Presidential nominee Joe Biden’s “clean energy” standard requires that all electric generation comes from non-fossil fuels by 2035. While existing nuclear would count, nuclear plants throughout the country are being shuttered due to low cost natural gas and state mandates for renewable power. Two Indian Point reactors in New York have closed and the third will be shuttered in April 2021 at Governor Cuomo’s insistence. California’s Diablo Canyon Nuclear Power Plant reactors—the last remaining nuclear power plant in the state—are expected to be shuttered by 2024 and 2025, for reactors 1 and 2, respectively. In Illinois—the state with the most nuclear power generation, Exelon Corporation announced that it will shutter two of its nuclear plants—the Byron and Dresden plants— by the end of 2021 because they are “uneconomic” due to “poorly conceived energy policies.” These policies refer to renewable energy mandates by the state, and other market interventions which have rendered the plants uneconomic. According to Exelon, two other nuclear plants in the state—LaSalle and Braidwood—are also at “high risk for premature closure.”
Despite the governors of these states telling the public that the power from shuttered nuclear plants will be replaced by renewable energy—mainly wind and solar power—in reality, it will mostly be replaced with natural gas generation. When nuclear plants in California, Vermont, and New York were closed, the bulk of their production was replaced by gas-fired generators. For example, new gas-fired power plants came online in Orange and Dutchess counties in New York to replace power from the shuttered Indian Point reactor, which for decades provided downstate New York with reliable energy. If Byron and Dresden—as well as LaSalle and Braidwood—are shuttered, they, too, will largely be replaced by natural gas-fired plants because consumers and businesses cannot rely on unreliable electricity supplies, which California has been experiencing with rolling black-outs recently.
In 2019, Byron and Dresden together produced about 35.2 terawatt-hours of electricity. Last year, Illinois wind-energy production was just 13.8 terawatt-hours and solar production was even lower at 0.3 terawatt-hours. That means that Byron and Dresden are producing more than twice as much electricity as all the wind turbines and solar panels in Illinois.
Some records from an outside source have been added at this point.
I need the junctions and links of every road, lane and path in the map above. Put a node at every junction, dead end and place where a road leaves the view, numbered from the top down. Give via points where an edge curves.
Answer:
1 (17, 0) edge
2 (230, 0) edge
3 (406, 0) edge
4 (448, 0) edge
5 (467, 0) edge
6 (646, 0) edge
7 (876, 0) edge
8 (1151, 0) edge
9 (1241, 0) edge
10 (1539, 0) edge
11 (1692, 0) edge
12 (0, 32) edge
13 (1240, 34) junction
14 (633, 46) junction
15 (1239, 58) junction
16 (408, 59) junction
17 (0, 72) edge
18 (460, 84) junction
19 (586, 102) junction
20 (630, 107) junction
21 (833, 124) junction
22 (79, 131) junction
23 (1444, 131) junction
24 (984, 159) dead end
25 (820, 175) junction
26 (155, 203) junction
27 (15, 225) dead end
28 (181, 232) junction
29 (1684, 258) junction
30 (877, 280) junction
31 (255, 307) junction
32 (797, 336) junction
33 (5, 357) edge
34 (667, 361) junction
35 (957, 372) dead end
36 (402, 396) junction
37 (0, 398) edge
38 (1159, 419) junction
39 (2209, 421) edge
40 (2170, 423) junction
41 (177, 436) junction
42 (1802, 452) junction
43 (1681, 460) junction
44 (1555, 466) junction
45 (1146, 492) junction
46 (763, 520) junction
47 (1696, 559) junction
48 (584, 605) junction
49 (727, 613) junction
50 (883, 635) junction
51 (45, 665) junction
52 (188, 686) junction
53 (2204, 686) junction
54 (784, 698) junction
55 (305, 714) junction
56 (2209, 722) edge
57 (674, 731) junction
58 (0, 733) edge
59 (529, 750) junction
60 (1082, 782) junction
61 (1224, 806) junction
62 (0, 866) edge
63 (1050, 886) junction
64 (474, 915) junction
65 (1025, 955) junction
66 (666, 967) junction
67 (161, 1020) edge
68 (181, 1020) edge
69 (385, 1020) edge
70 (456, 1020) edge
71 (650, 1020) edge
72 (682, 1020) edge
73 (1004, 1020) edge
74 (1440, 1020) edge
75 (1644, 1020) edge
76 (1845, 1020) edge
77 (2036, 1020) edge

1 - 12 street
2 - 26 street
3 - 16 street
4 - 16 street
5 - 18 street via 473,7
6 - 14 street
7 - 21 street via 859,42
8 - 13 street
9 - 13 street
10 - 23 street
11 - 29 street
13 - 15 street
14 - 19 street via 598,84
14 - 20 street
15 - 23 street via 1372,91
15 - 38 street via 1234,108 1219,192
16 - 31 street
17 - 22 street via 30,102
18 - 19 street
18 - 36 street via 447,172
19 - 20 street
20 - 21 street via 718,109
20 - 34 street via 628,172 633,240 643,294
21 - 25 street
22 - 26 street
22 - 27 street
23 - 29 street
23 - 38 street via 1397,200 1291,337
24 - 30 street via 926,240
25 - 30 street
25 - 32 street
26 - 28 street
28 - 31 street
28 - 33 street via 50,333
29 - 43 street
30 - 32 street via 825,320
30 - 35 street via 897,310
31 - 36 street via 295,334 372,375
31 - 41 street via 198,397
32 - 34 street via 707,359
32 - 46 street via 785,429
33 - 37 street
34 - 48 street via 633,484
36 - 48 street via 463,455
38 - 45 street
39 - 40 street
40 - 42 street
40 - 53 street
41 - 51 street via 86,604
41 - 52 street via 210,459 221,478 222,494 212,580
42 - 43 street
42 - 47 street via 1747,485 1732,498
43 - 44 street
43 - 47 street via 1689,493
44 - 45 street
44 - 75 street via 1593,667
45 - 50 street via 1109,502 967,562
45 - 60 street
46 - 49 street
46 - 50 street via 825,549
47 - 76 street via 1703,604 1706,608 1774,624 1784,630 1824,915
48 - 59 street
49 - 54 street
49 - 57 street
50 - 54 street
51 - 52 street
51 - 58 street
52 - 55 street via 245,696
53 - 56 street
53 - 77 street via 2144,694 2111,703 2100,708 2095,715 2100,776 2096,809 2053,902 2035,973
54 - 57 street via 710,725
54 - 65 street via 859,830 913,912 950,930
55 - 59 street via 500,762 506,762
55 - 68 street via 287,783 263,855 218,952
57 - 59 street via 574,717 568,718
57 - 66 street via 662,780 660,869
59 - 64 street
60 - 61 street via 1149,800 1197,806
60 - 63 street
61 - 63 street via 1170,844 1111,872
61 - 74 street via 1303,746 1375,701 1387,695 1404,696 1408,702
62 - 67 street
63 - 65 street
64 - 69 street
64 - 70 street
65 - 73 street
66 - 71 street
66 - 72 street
Because wind and solar are intermittent technologies, with low capacity factors (generation per unit of capacity) compared to natural gas and nuclear power, they require far more capacity than the technology they are replacing to provide equivalent power. Even then, wind and solar power cannot be relied on 24/7 to meet demand because they are dependent on the wind and sun, which utility operators cannot control; so, their power is not reliable.
If Biden seriously intends to meet his “clean energy” standard by 2035, he will have to replace more than the 62 percent of the generation that we now primarily get from coal and natural gas with renewable energy, unless he can stop existing nuclear units from being shuttered. Further, the land requirements would be astronomical. Wind turbines require 360 times more land to generate the same amount of power as nuclear power. Roughly the same land requirement difference applies to coal and natural gas, as coal and natural gas land requirements are similar to that of nuclear power.
A nuclear energy facility has a small area footprint, requiring about 1.3 square miles per 1,000 megawatts of installed capacity. Nuclear plants have an average capacity factor of 90 percent, much higher than intermittent sources like wind and solar. Wind farm capacity factors range from 32 to 47 percent, depending on differences in wind resources and improvements in turbine technology. Solar PV capacity factors also vary based on location and technology, from 17 to 28 percent.
Taking these factors into account, a wind farm would need an installed capacity between 1,900 megawatts and 2,800 megawatts to generate the same amount of electricity in a year as a 1,000-megawatt nuclear energy facility. Such a facility would require between 260 square miles and 360 square miles of land. A solar PV facility would need an installed capacity of 3,300 megawatts and 5,400 megawatts to match a 1,000-megawatt nuclear facility’s output, requiring between 45 and 75 square miles.
If the United States were to meet its current electricity needs using wind power, according to a Harvard University study, it would require covering one-third of the nation’s land mass with wind turbines, a devastating proposition. The U.S. Fish and Wildlife Service estimates wind turbines kill between 140,000 and 500,000 birds each year, including many protected and endangered species. Increasing wind power from its current 7 percent share of U.S. electricity production to just 35 percent would presumably increase bird and bat deaths five-fold; up to a million-plus bird kills and a million-plus bat kills each year and still not replace the fossil fuel generation in this country. Further, wind and solar power generation will make the United States dependent on China because China dominates rare earth and other materials needed for wind turbine and solar panel manufacturing, as well as for the expensive battery systems their intermittency make necessary.
Conclusion
The Biden quest for a “clean energy” standard is not an easy undertaking and will result in environmental devastation. Forest, grassland, and desert ecosystems would all be depleted by the enormous land mass requirements. The the killing of birds and bats as well as dependence on China for the materials needed to make wind turbines and solar panels darkens this scenario further. Now that the U.S. produces more energy than it consumes, it is not the time to shift our dependence to a country that is a strategic adversary and to jump into an environmental quagmire.